WHAT YOU NEED TO DO: Without carrying over a single picture, write out the records below exactly.

MATERIAL FOR THE TASK:
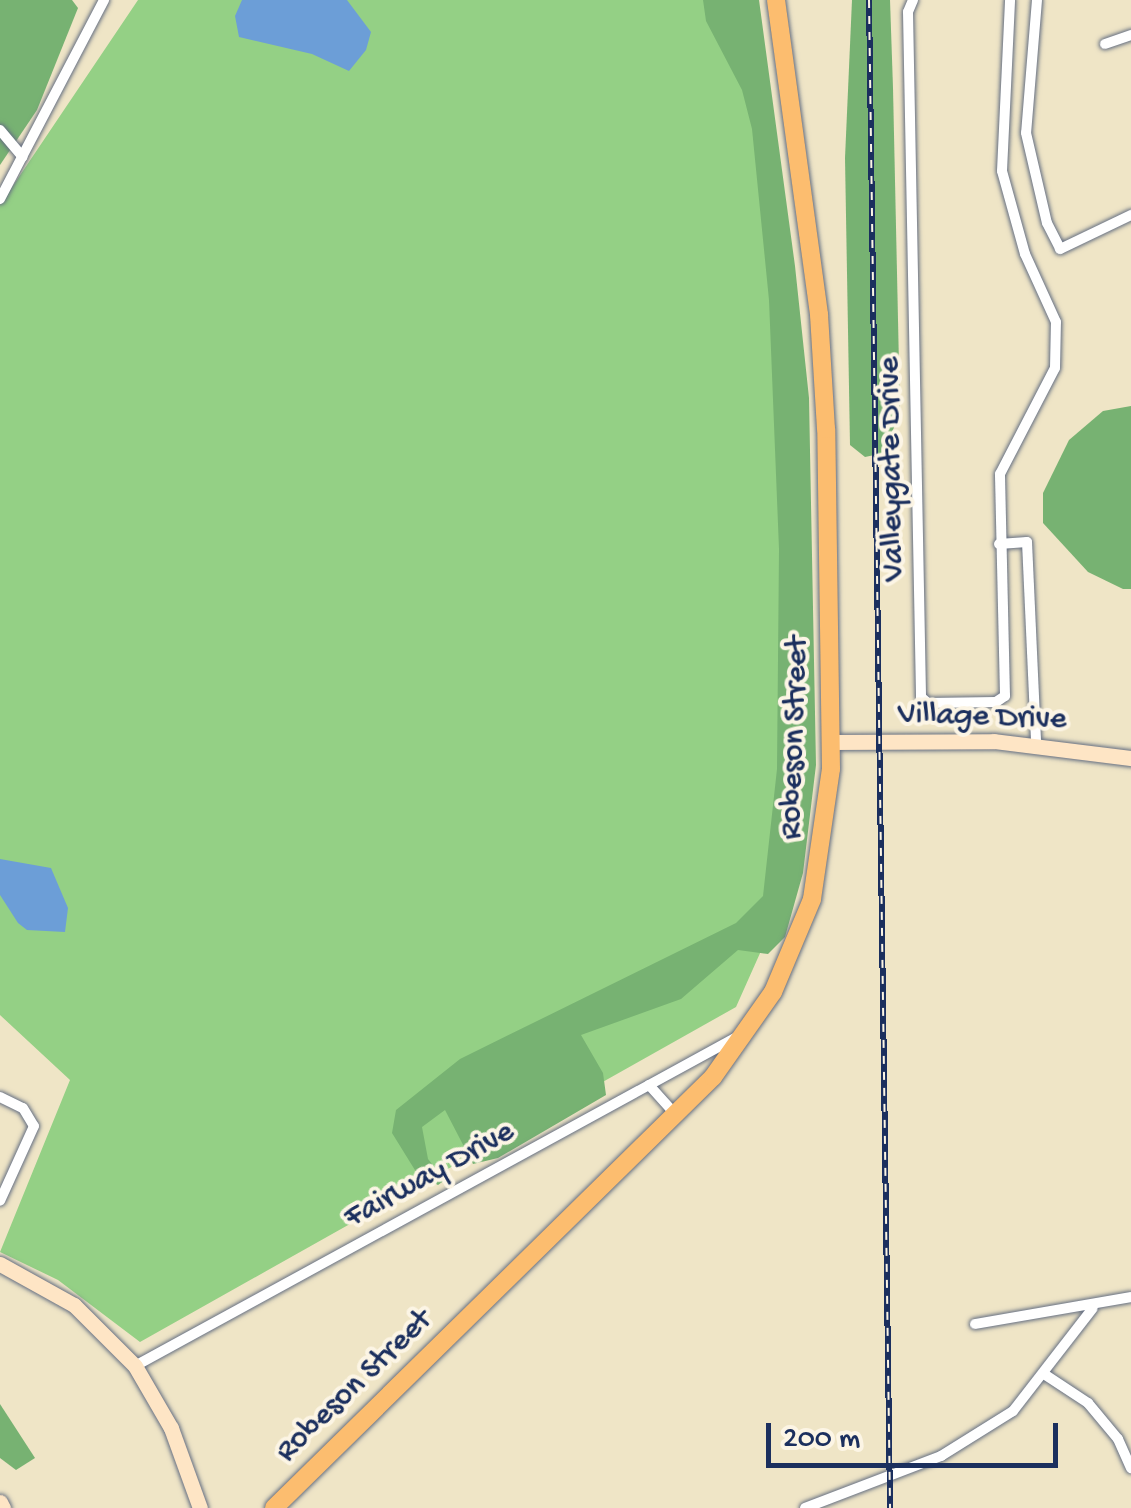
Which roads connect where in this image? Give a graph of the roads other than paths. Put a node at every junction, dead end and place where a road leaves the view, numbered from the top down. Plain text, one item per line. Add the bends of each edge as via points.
1 (104, 0) edge
2 (776, 0) edge
3 (914, 0) edge
4 (1010, 0) edge
5 (1038, 0) edge
6 (1131, 36) edge
7 (1105, 44) dead end
8 (0, 130) edge
9 (24, 156) junction
10 (0, 199) edge
11 (1131, 215) edge
12 (1000, 544) junction
13 (830, 742) junction
14 (1036, 744) junction
15 (1131, 758) edge
16 (750, 1030) junction
17 (648, 1085) junction
18 (0, 1098) edge
19 (676, 1115) junction
20 (0, 1200) edge
21 (0, 1264) edge
22 (1131, 1297) edge
23 (1092, 1308) junction
24 (974, 1324) dead end
25 (135, 1366) junction
26 (1044, 1374) junction
27 (1131, 1433) edge
28 (1118, 1438) junction
29 (1131, 1468) edge
30 (310, 1472) junction
31 (200, 1508) edge
32 (274, 1508) edge
33 (292, 1508) edge
34 (805, 1508) edge

1 - 9 street
2 - 13 main road, Robeson Street via 819,314
3 - 12 street, Valleygate Drive via 908,12 921,697 928,703 1006,696
4 - 12 street, Valleygate Drive via 1002,171 1025,254 1050,304 1057,344 1047,392 1013,441 1000,474
5 - 11 street via 1026,133 1035,187 1060,248
6 - 7 street
8 - 9 street
9 - 10 street
12 - 14 street via 1027,542
13 - 14 main road, Village Drive
13 - 16 main road, Robeson Street via 826,830 812,899 788,962
14 - 15 main road, Village Drive
16 - 17 street, Fairway Drive
16 - 19 main road, Robeson Street
17 - 19 street
17 - 25 street, Fairway Drive
18 - 20 street via 23,1108 34,1126
19 - 30 main road, Robeson Street
21 - 25 main road via 74,1305
22 - 23 street
23 - 24 street
23 - 26 street
25 - 31 main road via 170,1428
26 - 28 street via 1088,1403
26 - 34 street via 1013,1412 941,1456
27 - 28 street
28 - 29 street
30 - 32 main road, Robeson Street
30 - 33 main road

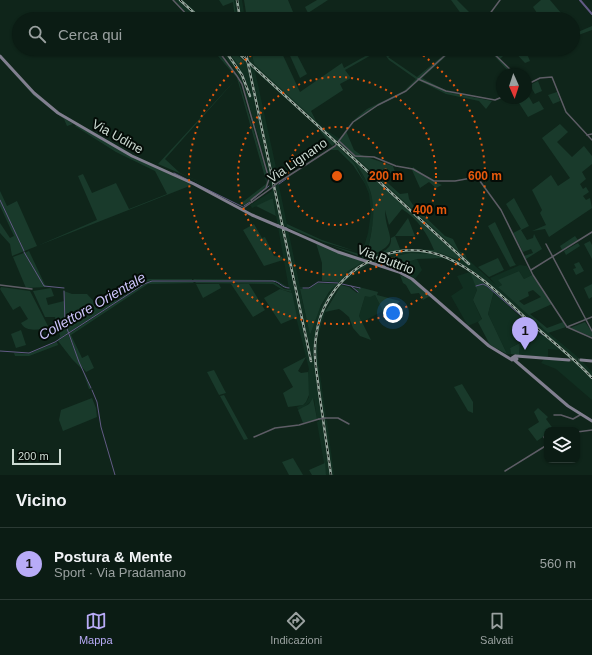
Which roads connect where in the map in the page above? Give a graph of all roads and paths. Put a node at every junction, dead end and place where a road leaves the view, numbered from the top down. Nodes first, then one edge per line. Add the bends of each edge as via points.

RESPONSE:
Which roads connect where in this image? Give a graph of the roads other than paths. Put a node at every junction, dead end and place where a road leaves the view, numbered from the top down. Plain text, one item per line. Add the bends of each edge as via points.
1 (104, 0) edge
2 (776, 0) edge
3 (914, 0) edge
4 (1010, 0) edge
5 (1038, 0) edge
6 (1131, 36) edge
7 (1105, 44) dead end
8 (0, 130) edge
9 (24, 156) junction
10 (0, 199) edge
11 (1131, 215) edge
12 (1000, 544) junction
13 (830, 742) junction
14 (1036, 744) junction
15 (1131, 758) edge
16 (750, 1030) junction
17 (648, 1085) junction
18 (0, 1098) edge
19 (676, 1115) junction
20 (0, 1200) edge
21 (0, 1264) edge
22 (1131, 1297) edge
23 (1092, 1308) junction
24 (974, 1324) dead end
25 (135, 1366) junction
26 (1044, 1374) junction
27 (1131, 1433) edge
28 (1118, 1438) junction
29 (1131, 1468) edge
30 (310, 1472) junction
31 (200, 1508) edge
32 (274, 1508) edge
33 (292, 1508) edge
34 (805, 1508) edge

1 - 9 street
2 - 13 main road, Robeson Street via 819,314
3 - 12 street, Valleygate Drive via 908,12 921,697 928,703 1006,696
4 - 12 street, Valleygate Drive via 1002,171 1025,254 1050,304 1057,344 1047,392 1013,441 1000,474
5 - 11 street via 1026,133 1035,187 1060,248
6 - 7 street
8 - 9 street
9 - 10 street
12 - 14 street via 1027,542
13 - 14 main road, Village Drive
13 - 16 main road, Robeson Street via 826,830 812,899 788,962
14 - 15 main road, Village Drive
16 - 17 street, Fairway Drive
16 - 19 main road, Robeson Street
17 - 19 street
17 - 25 street, Fairway Drive
18 - 20 street via 23,1108 34,1126
19 - 30 main road, Robeson Street
21 - 25 main road via 74,1305
22 - 23 street
23 - 24 street
23 - 26 street
25 - 31 main road via 170,1428
26 - 28 street via 1088,1403
26 - 34 street via 1013,1412 941,1456
27 - 28 street
28 - 29 street
30 - 32 main road, Robeson Street
30 - 33 main road

Which roads connect where in the map in the page above? Give a graph of all roads and paths. Put a node at every junction, dead end and place where a road leaves the view, numbered from the top down. Nodes first, then one edge per line. Add the bends of each edge as via points.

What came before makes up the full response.